21 The presence of these factors in combination is relevant to the appellant's mens rea, the degree of premeditation and to the overall assessment of the appellant's moral culpability. There is much force in Ms Dixon's submission that his Honour's characterisation of this murder indicated that these factors had not been given sufficient weight. That is to say that the sequelae of the assault upon the appellant, his fragile psychological state, his medication dependency and the effects of alcohol and drugs did not warrant the crime being placed in the upper range of sentences for this serious offence.
22 Although it is often stated that comparison with the sentences imposed in other cases will be of limited assistance in arriving at a just sentence because each sentence necessarily involves a unique synthesis of objective and subjective factors relevant to the crime and the offender, courts may derive some assistance from them and from sentencing statistics[4] in determining where within a range of sentences a particular case should be placed.[5]
23 Even the most cursory examination of the type of cases which generally attract sentences of this order reveals that they are reserved for cases such as double or multiple killings, contract executions, killings within the context of organised crime, killings attended by extended aggravating circumstances such as torture of the victim by mutilation or defilement of the corpse, carefully planned and calculated killings motivated by avarice or killings involving substantial connected criminality.

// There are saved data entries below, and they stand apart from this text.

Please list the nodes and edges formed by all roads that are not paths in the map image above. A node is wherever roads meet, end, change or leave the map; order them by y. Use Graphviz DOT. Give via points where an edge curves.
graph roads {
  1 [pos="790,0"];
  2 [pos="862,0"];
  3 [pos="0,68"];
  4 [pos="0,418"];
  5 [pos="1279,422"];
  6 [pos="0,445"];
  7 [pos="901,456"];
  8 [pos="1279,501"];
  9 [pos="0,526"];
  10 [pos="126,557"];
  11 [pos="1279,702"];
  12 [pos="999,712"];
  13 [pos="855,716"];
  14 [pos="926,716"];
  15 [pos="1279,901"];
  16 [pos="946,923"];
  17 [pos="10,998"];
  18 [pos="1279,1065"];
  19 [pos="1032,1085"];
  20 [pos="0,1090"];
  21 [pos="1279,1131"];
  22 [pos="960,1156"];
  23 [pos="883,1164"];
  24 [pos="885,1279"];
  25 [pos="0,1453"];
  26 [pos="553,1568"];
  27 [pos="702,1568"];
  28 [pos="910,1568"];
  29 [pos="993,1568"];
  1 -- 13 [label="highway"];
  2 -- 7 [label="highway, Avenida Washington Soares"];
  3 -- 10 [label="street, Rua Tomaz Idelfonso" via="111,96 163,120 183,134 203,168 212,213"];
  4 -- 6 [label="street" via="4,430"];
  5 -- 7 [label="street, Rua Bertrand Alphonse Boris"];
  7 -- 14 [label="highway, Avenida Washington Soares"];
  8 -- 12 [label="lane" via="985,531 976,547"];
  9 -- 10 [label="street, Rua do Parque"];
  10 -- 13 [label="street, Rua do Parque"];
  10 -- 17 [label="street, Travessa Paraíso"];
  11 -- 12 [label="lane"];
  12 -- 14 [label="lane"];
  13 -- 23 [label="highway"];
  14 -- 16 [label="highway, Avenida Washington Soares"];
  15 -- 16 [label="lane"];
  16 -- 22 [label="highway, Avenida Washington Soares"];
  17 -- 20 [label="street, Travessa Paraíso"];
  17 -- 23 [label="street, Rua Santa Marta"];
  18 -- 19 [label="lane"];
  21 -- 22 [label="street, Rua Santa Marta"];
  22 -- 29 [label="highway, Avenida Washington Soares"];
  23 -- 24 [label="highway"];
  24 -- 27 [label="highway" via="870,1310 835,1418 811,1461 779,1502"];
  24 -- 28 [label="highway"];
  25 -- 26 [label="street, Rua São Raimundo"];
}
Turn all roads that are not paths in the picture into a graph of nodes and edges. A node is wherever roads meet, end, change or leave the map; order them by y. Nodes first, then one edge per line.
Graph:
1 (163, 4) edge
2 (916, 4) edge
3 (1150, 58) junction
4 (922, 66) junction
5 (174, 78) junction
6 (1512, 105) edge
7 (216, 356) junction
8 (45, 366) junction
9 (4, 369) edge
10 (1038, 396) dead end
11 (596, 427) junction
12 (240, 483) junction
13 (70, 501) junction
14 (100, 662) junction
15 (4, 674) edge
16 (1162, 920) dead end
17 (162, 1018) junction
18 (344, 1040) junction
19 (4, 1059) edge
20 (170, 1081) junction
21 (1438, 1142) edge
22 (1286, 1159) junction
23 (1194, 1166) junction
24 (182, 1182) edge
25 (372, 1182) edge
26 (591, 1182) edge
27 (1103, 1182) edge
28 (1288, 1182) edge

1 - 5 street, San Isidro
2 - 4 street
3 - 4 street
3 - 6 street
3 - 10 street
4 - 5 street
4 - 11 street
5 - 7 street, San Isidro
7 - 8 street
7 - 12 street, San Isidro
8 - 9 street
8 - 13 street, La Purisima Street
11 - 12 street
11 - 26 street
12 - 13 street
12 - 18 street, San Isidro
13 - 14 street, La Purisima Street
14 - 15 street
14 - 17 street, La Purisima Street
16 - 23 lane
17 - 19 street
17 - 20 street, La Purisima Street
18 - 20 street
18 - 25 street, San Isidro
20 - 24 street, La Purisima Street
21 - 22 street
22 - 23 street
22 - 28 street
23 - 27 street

24 The appellant's conduct, though objectively very serious, did not justify the suggestion made by the prosecutor on the plea that it was a case that could have warranted the imposition of a life sentence. It was not conduct which should be placed in the category of offences which attract sentences at the higher end of the range for the offence of murder. None of the cases referred to by the prosecutor during the plea would explain why a sentence of this order should have been imposed.[6]
25 Ms Dixon further submitted that the sentence was manifestly excessive as it did not reflect the appellant's plea of guilty, his co-operation with the police and his remorse. His plea of guilty and co-operation with investigating police entitled the appellant to a substantial discount in the sentence which would otherwise have been imposed, not only because his conduct in pleading guilty and confessing was of significant utilitarian value,[7] but because it demonstrated significant remorse. Counsel relied upon the fact that the appellant had made full admissions in which he indicated his remorse. In the psychological assessment by Mr Joblin, he reported that the appellant showed a high degree of conscience over his conduct. Because of the appellant's plea of guilty at the committal hearing and his co-operation, the appellant came to be sentenced a little over four months after the commission of his crime.
26 The use of a shotgun by the appellant with the intent to kill is a serious example of the dreadful offence of murder. It merits the imposition of a very substantial term of imprisonment. That said, the appellant's plea of guilty, his remorse, his unfortunate background, his personality disorder and the psychological effects of the assault in 2003 when taken into account lead me, unhesitatingly, to conclude that the sentence was manifestly excessive. The sentence imposed, in my view, did not reflect the weight which should have been afforded to these considerations and may also be explicable because of the submission advanced on behalf of the prosecution on the plea.
27 I would therefore allow the appeal and re-sentence the appellant to a term of imprisonment of 23 years. I would fix a non-parole period of 18 years.